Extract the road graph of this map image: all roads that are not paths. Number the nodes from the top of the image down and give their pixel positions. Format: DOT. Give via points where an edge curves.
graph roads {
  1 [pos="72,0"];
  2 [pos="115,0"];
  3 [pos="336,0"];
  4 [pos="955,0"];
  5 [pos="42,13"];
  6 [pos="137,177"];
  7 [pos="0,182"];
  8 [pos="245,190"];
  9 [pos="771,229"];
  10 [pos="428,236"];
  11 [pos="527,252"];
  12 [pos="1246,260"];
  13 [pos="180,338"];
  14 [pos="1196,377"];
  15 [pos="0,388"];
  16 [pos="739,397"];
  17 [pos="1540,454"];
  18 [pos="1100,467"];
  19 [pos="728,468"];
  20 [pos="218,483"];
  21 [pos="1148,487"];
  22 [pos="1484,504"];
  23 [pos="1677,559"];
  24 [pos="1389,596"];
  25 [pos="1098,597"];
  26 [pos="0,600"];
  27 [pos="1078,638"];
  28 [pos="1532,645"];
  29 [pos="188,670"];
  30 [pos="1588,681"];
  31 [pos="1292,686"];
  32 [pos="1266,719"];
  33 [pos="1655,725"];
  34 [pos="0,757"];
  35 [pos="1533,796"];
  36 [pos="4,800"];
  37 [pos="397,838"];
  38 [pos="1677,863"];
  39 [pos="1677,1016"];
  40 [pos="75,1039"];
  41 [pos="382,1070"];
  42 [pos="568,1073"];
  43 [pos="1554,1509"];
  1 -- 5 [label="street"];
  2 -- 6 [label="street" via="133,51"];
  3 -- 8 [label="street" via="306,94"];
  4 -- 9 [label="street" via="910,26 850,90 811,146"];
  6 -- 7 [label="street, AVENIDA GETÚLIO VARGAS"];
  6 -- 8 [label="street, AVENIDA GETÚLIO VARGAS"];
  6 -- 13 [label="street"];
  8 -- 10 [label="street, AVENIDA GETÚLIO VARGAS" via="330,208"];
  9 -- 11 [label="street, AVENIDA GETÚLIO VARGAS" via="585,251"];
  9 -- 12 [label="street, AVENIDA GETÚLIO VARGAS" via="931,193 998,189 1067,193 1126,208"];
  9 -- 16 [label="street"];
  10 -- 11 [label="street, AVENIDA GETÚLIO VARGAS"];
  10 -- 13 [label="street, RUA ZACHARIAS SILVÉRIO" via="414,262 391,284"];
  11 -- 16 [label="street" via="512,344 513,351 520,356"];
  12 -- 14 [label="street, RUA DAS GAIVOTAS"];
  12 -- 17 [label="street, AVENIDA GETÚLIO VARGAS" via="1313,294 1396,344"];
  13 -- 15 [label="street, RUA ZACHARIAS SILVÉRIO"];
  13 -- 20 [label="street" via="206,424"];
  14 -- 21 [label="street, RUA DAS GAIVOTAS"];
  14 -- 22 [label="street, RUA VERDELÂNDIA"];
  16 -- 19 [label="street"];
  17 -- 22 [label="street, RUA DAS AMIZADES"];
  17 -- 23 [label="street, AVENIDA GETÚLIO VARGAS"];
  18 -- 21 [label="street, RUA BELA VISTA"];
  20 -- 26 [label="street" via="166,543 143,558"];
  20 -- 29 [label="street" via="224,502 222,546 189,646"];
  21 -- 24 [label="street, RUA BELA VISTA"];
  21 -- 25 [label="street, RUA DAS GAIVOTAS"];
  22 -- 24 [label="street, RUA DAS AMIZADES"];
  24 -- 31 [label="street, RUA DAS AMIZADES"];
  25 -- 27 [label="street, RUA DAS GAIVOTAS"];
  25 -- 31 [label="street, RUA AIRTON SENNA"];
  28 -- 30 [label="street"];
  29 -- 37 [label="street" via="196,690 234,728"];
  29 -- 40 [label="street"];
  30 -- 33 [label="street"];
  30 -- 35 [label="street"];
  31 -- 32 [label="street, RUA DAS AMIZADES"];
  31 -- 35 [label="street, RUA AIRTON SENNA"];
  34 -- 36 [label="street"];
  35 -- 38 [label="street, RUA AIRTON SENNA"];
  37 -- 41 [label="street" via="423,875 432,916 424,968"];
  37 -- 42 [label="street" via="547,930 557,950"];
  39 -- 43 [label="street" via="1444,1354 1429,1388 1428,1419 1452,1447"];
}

==========

## Problem description
Top to bottom, set down the whole listing exactly.

## Response
Extract the road graph of this map image: all roads that are not paths. Number the nodes from the top of the image down and give their pixel positions. Format: DOT. Give via points where an edge curves.
graph roads {
  1 [pos="72,0"];
  2 [pos="115,0"];
  3 [pos="336,0"];
  4 [pos="955,0"];
  5 [pos="42,13"];
  6 [pos="137,177"];
  7 [pos="0,182"];
  8 [pos="245,190"];
  9 [pos="771,229"];
  10 [pos="428,236"];
  11 [pos="527,252"];
  12 [pos="1246,260"];
  13 [pos="180,338"];
  14 [pos="1196,377"];
  15 [pos="0,388"];
  16 [pos="739,397"];
  17 [pos="1540,454"];
  18 [pos="1100,467"];
  19 [pos="728,468"];
  20 [pos="218,483"];
  21 [pos="1148,487"];
  22 [pos="1484,504"];
  23 [pos="1677,559"];
  24 [pos="1389,596"];
  25 [pos="1098,597"];
  26 [pos="0,600"];
  27 [pos="1078,638"];
  28 [pos="1532,645"];
  29 [pos="188,670"];
  30 [pos="1588,681"];
  31 [pos="1292,686"];
  32 [pos="1266,719"];
  33 [pos="1655,725"];
  34 [pos="0,757"];
  35 [pos="1533,796"];
  36 [pos="4,800"];
  37 [pos="397,838"];
  38 [pos="1677,863"];
  39 [pos="1677,1016"];
  40 [pos="75,1039"];
  41 [pos="382,1070"];
  42 [pos="568,1073"];
  43 [pos="1554,1509"];
  1 -- 5 [label="street"];
  2 -- 6 [label="street" via="133,51"];
  3 -- 8 [label="street" via="306,94"];
  4 -- 9 [label="street" via="910,26 850,90 811,146"];
  6 -- 7 [label="street, AVENIDA GETÚLIO VARGAS"];
  6 -- 8 [label="street, AVENIDA GETÚLIO VARGAS"];
  6 -- 13 [label="street"];
  8 -- 10 [label="street, AVENIDA GETÚLIO VARGAS" via="330,208"];
  9 -- 11 [label="street, AVENIDA GETÚLIO VARGAS" via="585,251"];
  9 -- 12 [label="street, AVENIDA GETÚLIO VARGAS" via="931,193 998,189 1067,193 1126,208"];
  9 -- 16 [label="street"];
  10 -- 11 [label="street, AVENIDA GETÚLIO VARGAS"];
  10 -- 13 [label="street, RUA ZACHARIAS SILVÉRIO" via="414,262 391,284"];
  11 -- 16 [label="street" via="512,344 513,351 520,356"];
  12 -- 14 [label="street, RUA DAS GAIVOTAS"];
  12 -- 17 [label="street, AVENIDA GETÚLIO VARGAS" via="1313,294 1396,344"];
  13 -- 15 [label="street, RUA ZACHARIAS SILVÉRIO"];
  13 -- 20 [label="street" via="206,424"];
  14 -- 21 [label="street, RUA DAS GAIVOTAS"];
  14 -- 22 [label="street, RUA VERDELÂNDIA"];
  16 -- 19 [label="street"];
  17 -- 22 [label="street, RUA DAS AMIZADES"];
  17 -- 23 [label="street, AVENIDA GETÚLIO VARGAS"];
  18 -- 21 [label="street, RUA BELA VISTA"];
  20 -- 26 [label="street" via="166,543 143,558"];
  20 -- 29 [label="street" via="224,502 222,546 189,646"];
  21 -- 24 [label="street, RUA BELA VISTA"];
  21 -- 25 [label="street, RUA DAS GAIVOTAS"];
  22 -- 24 [label="street, RUA DAS AMIZADES"];
  24 -- 31 [label="street, RUA DAS AMIZADES"];
  25 -- 27 [label="street, RUA DAS GAIVOTAS"];
  25 -- 31 [label="street, RUA AIRTON SENNA"];
  28 -- 30 [label="street"];
  29 -- 37 [label="street" via="196,690 234,728"];
  29 -- 40 [label="street"];
  30 -- 33 [label="street"];
  30 -- 35 [label="street"];
  31 -- 32 [label="street, RUA DAS AMIZADES"];
  31 -- 35 [label="street, RUA AIRTON SENNA"];
  34 -- 36 [label="street"];
  35 -- 38 [label="street, RUA AIRTON SENNA"];
  37 -- 41 [label="street" via="423,875 432,916 424,968"];
  37 -- 42 [label="street" via="547,930 557,950"];
  39 -- 43 [label="street" via="1444,1354 1429,1388 1428,1419 1452,1447"];
}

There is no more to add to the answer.